→ AIM OF THE EXERCISE: Copy the data that follows exactly as it is, excluding all pictures.

+++++

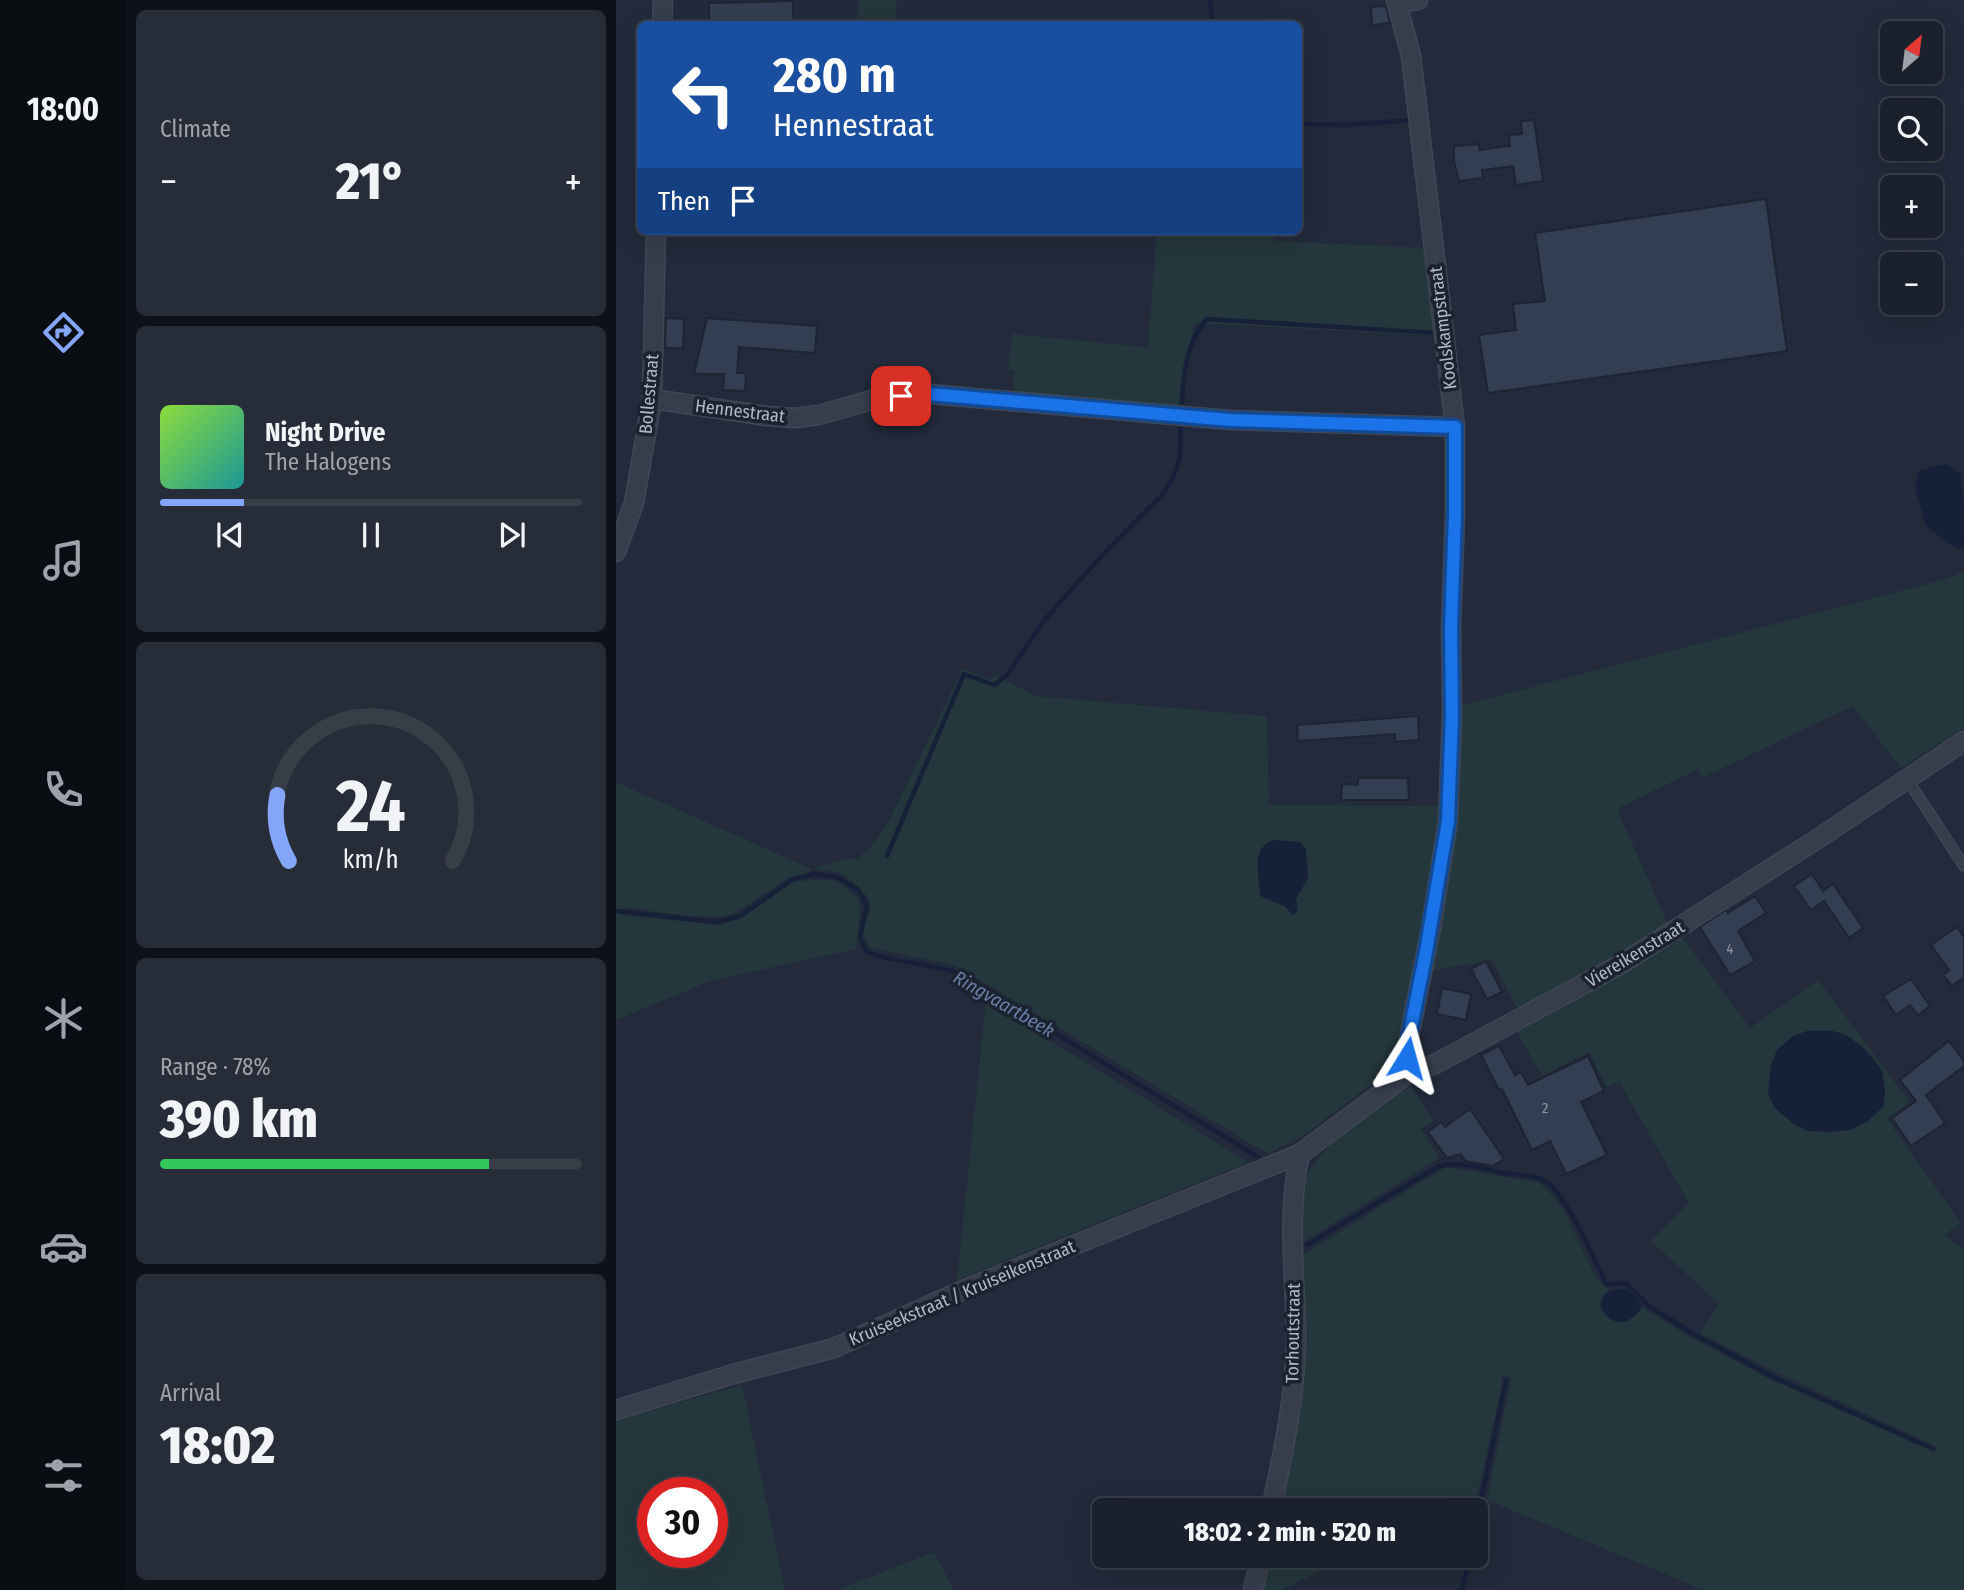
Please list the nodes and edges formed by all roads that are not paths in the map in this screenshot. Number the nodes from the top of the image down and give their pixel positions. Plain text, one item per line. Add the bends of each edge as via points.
1 (663, 0) edge
2 (1418, 0) edge
3 (1396, 1) edge
4 (662, 21) edge
5 (656, 235) edge
6 (652, 399) junction
7 (1455, 427) junction
8 (616, 552) edge
9 (1964, 741) edge
10 (1907, 779) junction
11 (1964, 866) edge
12 (1406, 1075) junction
13 (1300, 1154) junction
14 (616, 1410) edge
15 (1273, 1498) edge
16 (1259, 1568) edge
17 (1254, 1590) edge

1 - 4 street
2 - 3 street
3 - 7 street, Koolskampstraat via 1411,56
5 - 6 street, Bollestraat
6 - 7 street, Hennestraat via 796,418 883,397 929,394 1230,420
6 - 8 street, Bollestraat via 634,503
7 - 12 street, Koolskampstraat via 1448,821
9 - 10 street, Viereikenstraat
10 - 11 lane
10 - 12 street, Viereikenstraat via 1621,964
12 - 13 street, Viereikenstraat
13 - 14 street, Kruiseekstraat / Kruiseikenstraat via 963,1290 834,1348
13 - 15 street, Torhoutstraat via 1294,1181 1292,1404
16 - 17 street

+++++

→ ANSWER SPACE:
Please list the nodes and edges formed by all roads that are not paths in the map in this screenshot. Number the nodes from the top of the image down and give their pixel positions. Plain text, one item per line. Add the bends of each edge as via points.
1 (663, 0) edge
2 (1418, 0) edge
3 (1396, 1) edge
4 (662, 21) edge
5 (656, 235) edge
6 (652, 399) junction
7 (1455, 427) junction
8 (616, 552) edge
9 (1964, 741) edge
10 (1907, 779) junction
11 (1964, 866) edge
12 (1406, 1075) junction
13 (1300, 1154) junction
14 (616, 1410) edge
15 (1273, 1498) edge
16 (1259, 1568) edge
17 (1254, 1590) edge

1 - 4 street
2 - 3 street
3 - 7 street, Koolskampstraat via 1411,56
5 - 6 street, Bollestraat
6 - 7 street, Hennestraat via 796,418 883,397 929,394 1230,420
6 - 8 street, Bollestraat via 634,503
7 - 12 street, Koolskampstraat via 1448,821
9 - 10 street, Viereikenstraat
10 - 11 lane
10 - 12 street, Viereikenstraat via 1621,964
12 - 13 street, Viereikenstraat
13 - 14 street, Kruiseekstraat / Kruiseikenstraat via 963,1290 834,1348
13 - 15 street, Torhoutstraat via 1294,1181 1292,1404
16 - 17 street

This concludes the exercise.